El joven entrepreneur tecnológico

Pero el nihilismo banal del expresivismo (“eres quien quieras ser en cada momento”) ha demostrado ser contraproducente. Nos levantamos, cada mañana, resacosos de un burdo consumismo de experiencias. No estamos preparados para ser la fuente de nuestros propios valores, y quizá es que esa pretensión no tenga recorrido. De ahí que por todas partes se ensayen estrategias de reconstrucción de la identidad personal, mediante el compromiso moral incondicionado con identidades colectivas resentidas y victimizadas. Ya sean colectivos alternativos que sustituyen al proletariado en el discurso de la izquierda, o a las identidades hegemónicas tradicionales que se reivindican tras decenios de represión cultural. Entretanto, más allá de disquisiciones intelectuales, un elemento de la identidad del europeo está en crisis práctica: el proyectivo. ¿Cómo vamos a proyectar nuestras vidas si el instrumento principal de que disponíamos para hacerlo ha quedado embragado? El trabajo, taller de autoconstrucción del self-made-man de clase media, ya no ofrece seguridad, ni garantiza un futuro para la propia familia, ni deja tiempo para cuidar de ella. Las figuras típicas proyectivas (el burócrata y el manager) ven su legitimidad puesta en duda. A la planificación le sustituye la gestión de la innovación, con el joven entrepreneur tecnológico como nueva figura ideal (descaradamente elitista), capaz de navegar la liquidez del cambio. Ojalá esta crisis del proyecto del hombre europeo sea una ocasión para revisitar los elementos más originales, ciertamente pre-modernos, de ese modo de ser: la identidad inquisitiva, la identidad ordenadora y la identidad responsiva.

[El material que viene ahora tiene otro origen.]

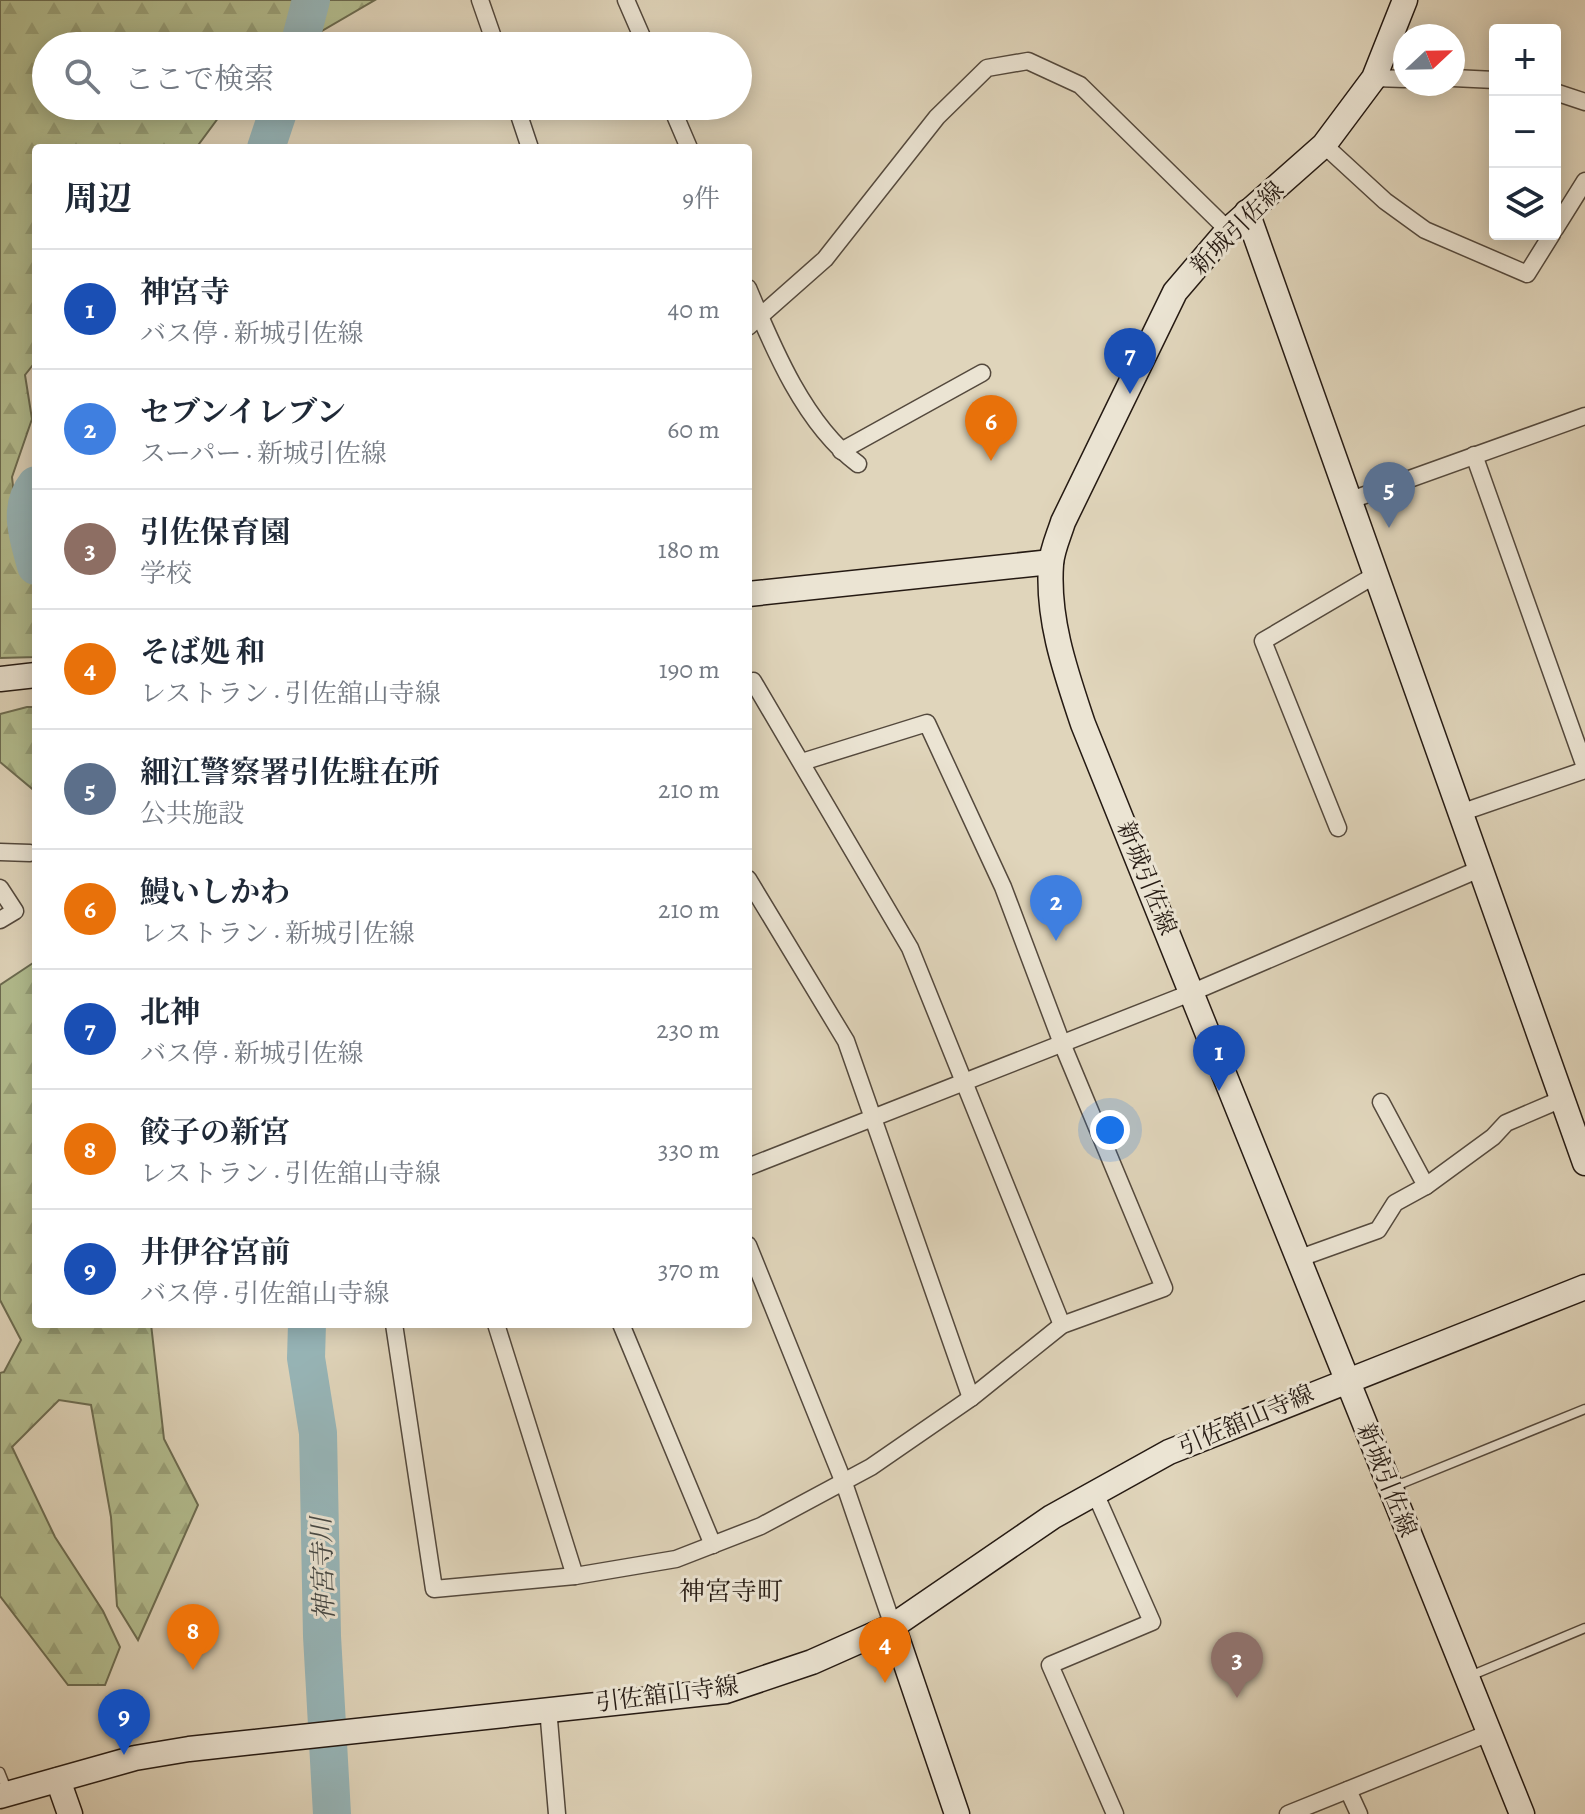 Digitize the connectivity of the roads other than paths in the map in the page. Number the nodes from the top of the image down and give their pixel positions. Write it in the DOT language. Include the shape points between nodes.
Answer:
graph roads {
  1 [pos="480,0"];
  2 [pos="626,0"];
  3 [pos="1405,0"];
  4 [pos="491,32"];
  5 [pos="640,32"];
  6 [pos="1374,78"];
  7 [pos="1393,79"];
  8 [pos="1465,79"];
  9 [pos="1489,80"];
  10 [pos="1561,94"];
  11 [pos="1585,102"];
  12 [pos="521,120"];
  13 [pos="677,120"];
  14 [pos="529,144"];
  15 [pos="687,144"];
  16 [pos="1324,145"];
  17 [pos="1585,181"];
  18 [pos="1247,212"];
  19 [pos="1561,219"];
  20 [pos="1228,230"];
  21 [pos="1548,240"];
  22 [pos="754,322"];
  23 [pos="982,373"];
  24 [pos="1585,416"];
  25 [pos="841,451"];
  26 [pos="1474,455"];
  27 [pos="858,464"];
  28 [pos="1351,500"];
  29 [pos="1051,562"];
  30 [pos="1377,574"];
  31 [pos="752,594"];
  32 [pos="31,675"];
  33 [pos="0,679"];
  34 [pos="752,681"];
  35 [pos="802,762"];
  36 [pos="1585,768"];
  37 [pos="1463,812"];
  38 [pos="1338,828"];
  39 [pos="0,852"];
  40 [pos="30,853"];
  41 [pos="1482,868"];
  42 [pos="752,886"];
  43 [pos="0,888"];
  44 [pos="0,920"];
  45 [pos="1193,992"];
  46 [pos="1061,1041"];
  47 [pos="962,1082"];
  48 [pos="1562,1099"];
  49 [pos="1381,1102"];
  50 [pos="873,1116"];
  51 [pos="1585,1163"];
  52 [pos="752,1165"];
  53 [pos="1426,1186"];
  54 [pos="752,1255"];
  55 [pos="1300,1258"];
  56 [pos="1585,1287"];
  57 [pos="1062,1325"];
  58 [pos="395,1328"];
  59 [pos="497,1328"];
  60 [pos="623,1328"];
  61 [pos="1347,1379"];
  62 [pos="971,1398"];
  63 [pos="1585,1409"];
  64 [pos="844,1483"];
  65 [pos="1390,1488"];
  66 [pos="1095,1493"];
  67 [pos="713,1545"];
  68 [pos="575,1576"];
  69 [pos="893,1626"];
  70 [pos="1585,1628"];
  71 [pos="1466,1678"];
  72 [pos="548,1708"];
  73 [pos="1489,1733"];
  74 [pos="58,1780"];
  75 [pos="3,1787"];
  76 [pos="1348,1790"];
  77 [pos="70,1814"];
  78 [pos="557,1814"];
  79 [pos="957,1814"];
  80 [pos="1115,1814"];
  81 [pos="1288,1814"];
  82 [pos="1359,1814"];
  83 [pos="1522,1814"];
  1 -- 4 [label="street"];
  2 -- 5 [label="street"];
  3 -- 6 [label="main road, 新城引佐線"];
  6 -- 7 [label="street"];
  6 -- 16 [label="main road, 新城引佐線"];
  8 -- 9 [label="street"];
  10 -- 11 [label="street"];
  12 -- 14 [label="street"];
  13 -- 15 [label="street"];
  16 -- 18 [label="main road, 新城引佐線"];
  16 -- 21 [label="street" via="1425,230 1527,274"];
  17 -- 19 [label="street"];
  18 -- 20 [label="main road, 新城引佐線"];
  18 -- 28 [label="main road"];
  20 -- 22 [label="street" via="1080,85 1028,61 987,68 937,117 825,259"];
  20 -- 29 [label="main road, 新城引佐線" via="1175,292 1063,522"];
  22 -- 25 [label="street"];
  23 -- 25 [label="street"];
  24 -- 26 [label="street"];
  25 -- 27 [label="street"];
  26 -- 28 [label="street"];
  26 -- 36 [label="street"];
  28 -- 30 [label="main road"];
  29 -- 31 [label="main road"];
  29 -- 45 [label="main road, 新城引佐線" via="1053,617 1062,662"];
  30 -- 37 [label="main road"];
  30 -- 38 [label="street" via="1263,641"];
  32 -- 33 [label="main road"];
  34 -- 35 [label="street"];
  35 -- 46 [label="street" via="927,723 1003,887"];
  35 -- 47 [label="street" via="910,948"];
  36 -- 37 [label="street"];
  37 -- 41 [label="main road"];
  39 -- 40 [label="street"];
  41 -- 45 [label="street"];
  41 -- 48 [label="main road"];
  42 -- 50 [label="street" via="846,1041"];
  43 -- 44 [label="street" via="15,911"];
  45 -- 46 [label="street"];
  45 -- 55 [label="main road, 新城引佐線"];
  46 -- 47 [label="street"];
  46 -- 57 [label="street" via="1164,1288"];
  47 -- 50 [label="street"];
  47 -- 57 [label="street"];
  48 -- 51 [label="main road"];
  48 -- 53 [label="street" via="1506,1123"];
  49 -- 53 [label="street"];
  50 -- 52 [label="street"];
  50 -- 62 [label="street"];
  53 -- 55 [label="street" via="1395,1203 1378,1230"];
  54 -- 64 [label="street"];
  55 -- 61 [label="main road, 新城引佐線"];
  56 -- 61 [label="main road, 引佐舘山寺線"];
  57 -- 62 [label="street"];
  58 -- 68 [label="street" via="434,1589"];
  59 -- 68 [label="street"];
  60 -- 67 [label="street"];
  61 -- 65 [label="main road, 新城引佐線"];
  61 -- 66 [label="main road, 引佐舘山寺線" via="1169,1452"];
  62 -- 64 [label="street"];
  63 -- 65 [label="lane"];
  64 -- 67 [label="street"];
  64 -- 69 [label="street"];
  65 -- 71 [label="main road, 新城引佐線"];
  66 -- 69 [label="main road, 引佐舘山寺線"];
  66 -- 80 [label="street" via="1152,1622 1050,1665"];
  67 -- 68 [label="street" via="676,1559"];
  69 -- 72 [label="main road, 引佐舘山寺線" via="812,1662 726,1691"];
  69 -- 79 [label="main road"];
  70 -- 71 [label="lane"];
  71 -- 73 [label="main road, 新城引佐線"];
  72 -- 74 [label="main road, 引佐舘山寺線" via="135,1758"];
  72 -- 78 [label="street"];
  73 -- 76 [label="street"];
  73 -- 83 [label="main road, 新城引佐線"];
  74 -- 75 [label="main road, 引佐舘山寺線"];
  74 -- 77 [label="main road"];
  76 -- 81 [label="street"];
  76 -- 82 [label="street"];
} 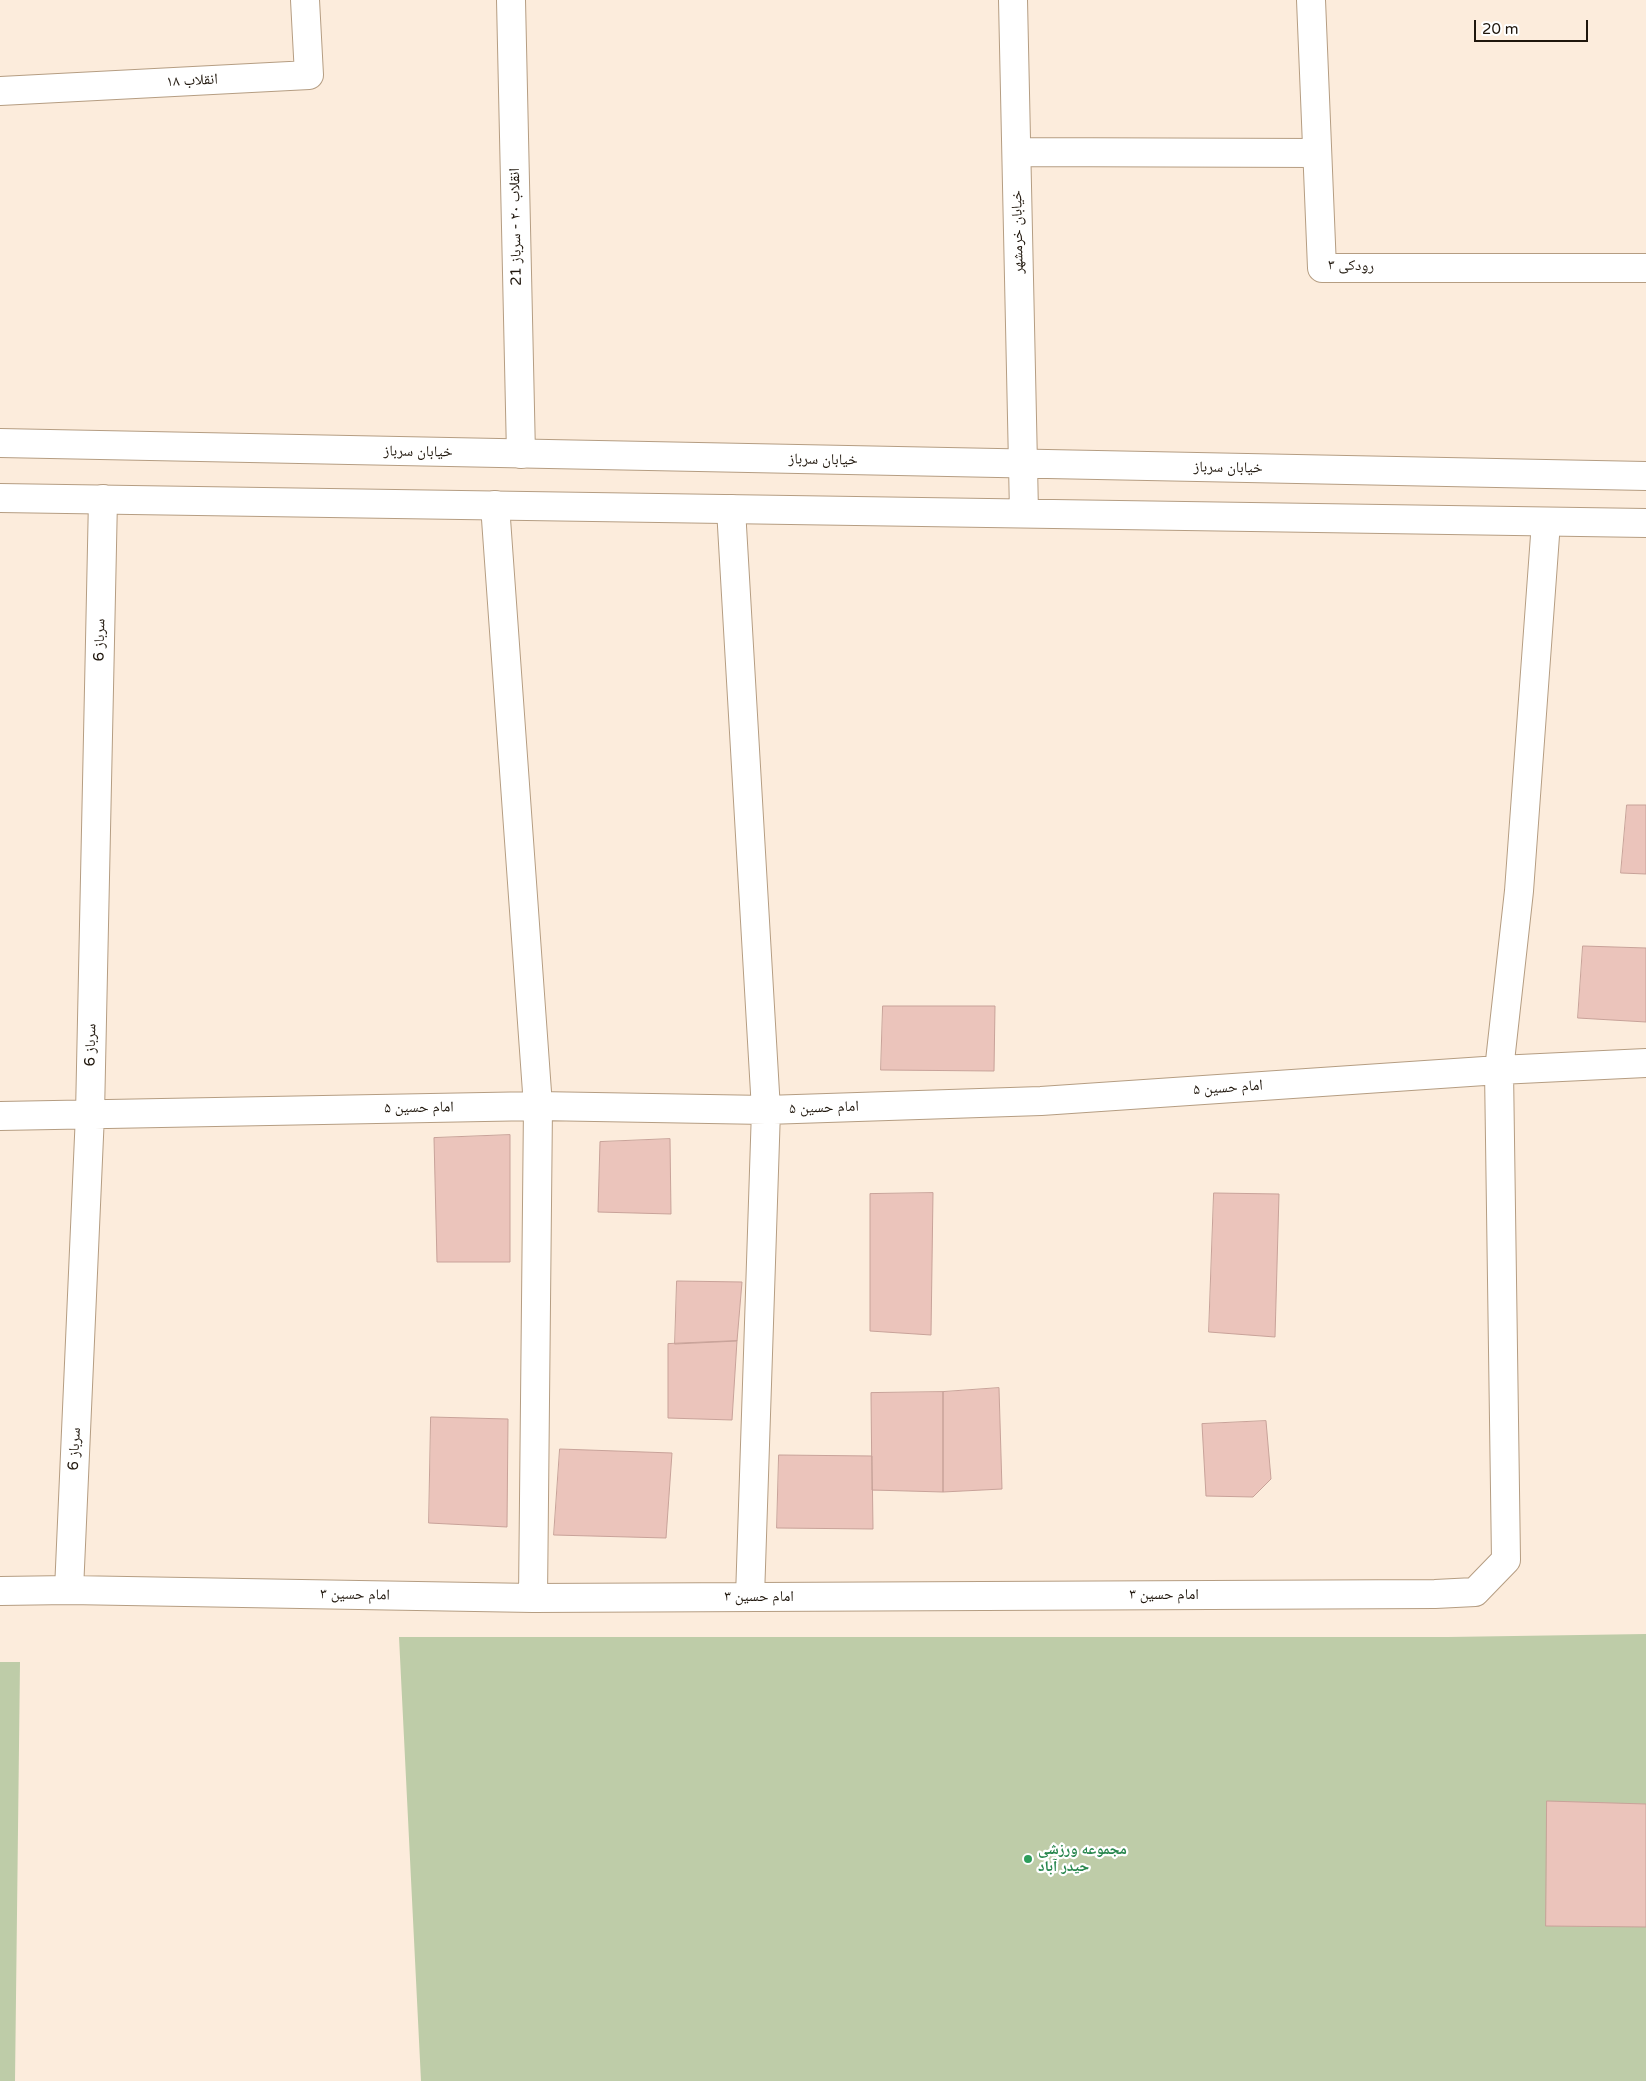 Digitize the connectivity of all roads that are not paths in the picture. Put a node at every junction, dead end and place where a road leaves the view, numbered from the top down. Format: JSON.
{"nodes":[{"id":1,"x":305,"y":0,"type":"edge"},
{"id":2,"x":511,"y":0,"type":"edge"},
{"id":3,"x":1013,"y":0,"type":"edge"},
{"id":4,"x":1310,"y":0,"type":"edge"},
{"id":5,"x":0,"y":91,"type":"edge"},
{"id":6,"x":1017,"y":152,"type":"junction"},
{"id":7,"x":1317,"y":153,"type":"junction"},
{"id":8,"x":1646,"y":268,"type":"edge"},
{"id":9,"x":0,"y":443,"type":"edge"},
{"id":10,"x":522,"y":454,"type":"junction"},
{"id":11,"x":1023,"y":464,"type":"junction"},
{"id":12,"x":1646,"y":476,"type":"edge"},
{"id":13,"x":0,"y":498,"type":"edge"},
{"id":14,"x":103,"y":499,"type":"junction"},
{"id":15,"x":495,"y":505,"type":"junction"},
{"id":16,"x":731,"y":509,"type":"junction"},
{"id":17,"x":1024,"y":513,"type":"junction"},
{"id":18,"x":1546,"y":522,"type":"junction"},
{"id":19,"x":1646,"y":523,"type":"edge"},
{"id":20,"x":1646,"y":1063,"type":"edge"},
{"id":21,"x":1499,"y":1070,"type":"junction"},
{"id":22,"x":538,"y":1106,"type":"junction"},
{"id":23,"x":766,"y":1110,"type":"junction"},
{"id":24,"x":90,"y":1114,"type":"junction"},
{"id":25,"x":0,"y":1116,"type":"edge"},
{"id":26,"x":69,"y":1590,"type":"junction"},
{"id":27,"x":0,"y":1591,"type":"edge"},
{"id":28,"x":750,"y":1597,"type":"junction"},
{"id":29,"x":533,"y":1598,"type":"junction"}],
"edges":[{"from":1,"to":5,"type":"street","name":"انقلاب ۱۸"},
{"from":2,"to":10,"type":"street","name":"انقلاب ۲۰ - سرباز 21"},
{"from":3,"to":6,"type":"street","name":"خیابان خرمشهر"},
{"from":4,"to":7,"type":"street","name":"رودکی ۳"},
{"from":6,"to":7,"type":"street"},
{"from":6,"to":11,"type":"street","name":"خیابان خرمشهر"},
{"from":7,"to":8,"type":"street","name":"رودکی ۳"},
{"from":9,"to":10,"type":"street","name":"خیابان سرباز"},
{"from":10,"to":11,"type":"street","name":"خیابان سرباز"},
{"from":11,"to":12,"type":"street","name":"خیابان سرباز"},
{"from":11,"to":17,"type":"street","name":"خیابان خرمشهر"},
{"from":13,"to":14,"type":"street"},
{"from":14,"to":15,"type":"street"},
{"from":14,"to":24,"type":"street","name":"سرباز 6"},
{"from":15,"to":16,"type":"street"},
{"from":15,"to":22,"type":"street"},
{"from":16,"to":17,"type":"street"},
{"from":16,"to":23,"type":"street"},
{"from":17,"to":18,"type":"street"},
{"from":18,"to":19,"type":"street"},
{"from":18,"to":21,"type":"street"},
{"from":20,"to":21,"type":"street","name":"امام حسین ۵"},
{"from":21,"to":23,"type":"street","name":"امام حسین ۵"},
{"from":21,"to":28,"type":"street","name":"امام حسین ۳"},
{"from":22,"to":23,"type":"street","name":"امام حسین ۵"},
{"from":22,"to":24,"type":"street","name":"امام حسین ۵"},
{"from":22,"to":29,"type":"street"},
{"from":23,"to":28,"type":"street"},
{"from":24,"to":25,"type":"street","name":"امام حسین ۵"},
{"from":24,"to":26,"type":"street","name":"سرباز 6"},
{"from":26,"to":27,"type":"street","name":"امام حسین ۳"},
{"from":26,"to":29,"type":"street","name":"امام حسین ۳"},
{"from":28,"to":29,"type":"street","name":"امام حسین ۳"}]}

Escuchar, pensar y poner orden

Es preciso escuchar, pensar y poner orden (no solo organización) en nuestra vida. Pero nos vemos llamados a hacerlo, no en un contexto de aristocrática libertad, sino en medio del fragor de la vida productiva. Más aún, quizá suena la hora de un modo de concebir la identidad personal que incorpore la dimensión de la vulnerabilidad, la dependencia y el cuidado, algo sin duda presente en nuestras raíces, pero no plenamente explicitado. Como me decía una profesora de filosofía, holandesa, agnóstica y liberal, madre soltera de seis meses: “toda la filosofía moderna sería distinta si Descartes hubiera escrito su discurso del método estando embarazado”.